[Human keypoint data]
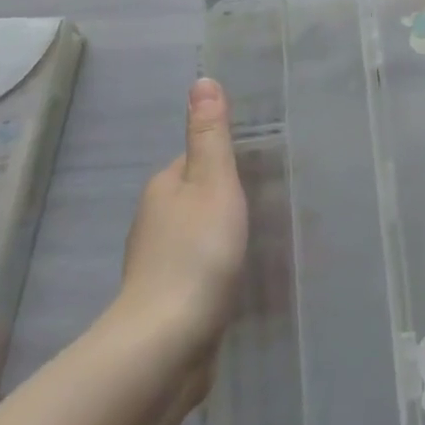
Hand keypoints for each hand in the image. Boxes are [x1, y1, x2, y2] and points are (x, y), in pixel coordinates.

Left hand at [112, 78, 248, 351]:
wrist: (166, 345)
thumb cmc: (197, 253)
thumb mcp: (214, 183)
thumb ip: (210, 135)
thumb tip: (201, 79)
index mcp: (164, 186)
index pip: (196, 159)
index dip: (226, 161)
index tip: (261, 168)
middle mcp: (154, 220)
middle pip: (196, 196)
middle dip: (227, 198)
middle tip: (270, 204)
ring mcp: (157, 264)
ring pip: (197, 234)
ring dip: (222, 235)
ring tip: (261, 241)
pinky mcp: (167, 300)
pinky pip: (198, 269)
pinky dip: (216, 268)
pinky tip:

● YOUR INSTRUCTIONS
Your job is to return all lines above that hold the word "index".

● SOLUTION TO THIS EXERCISE
index mcp: (164, 186)
index pip: (196, 159)
index dip: (226, 161)
index tip: (261, 168)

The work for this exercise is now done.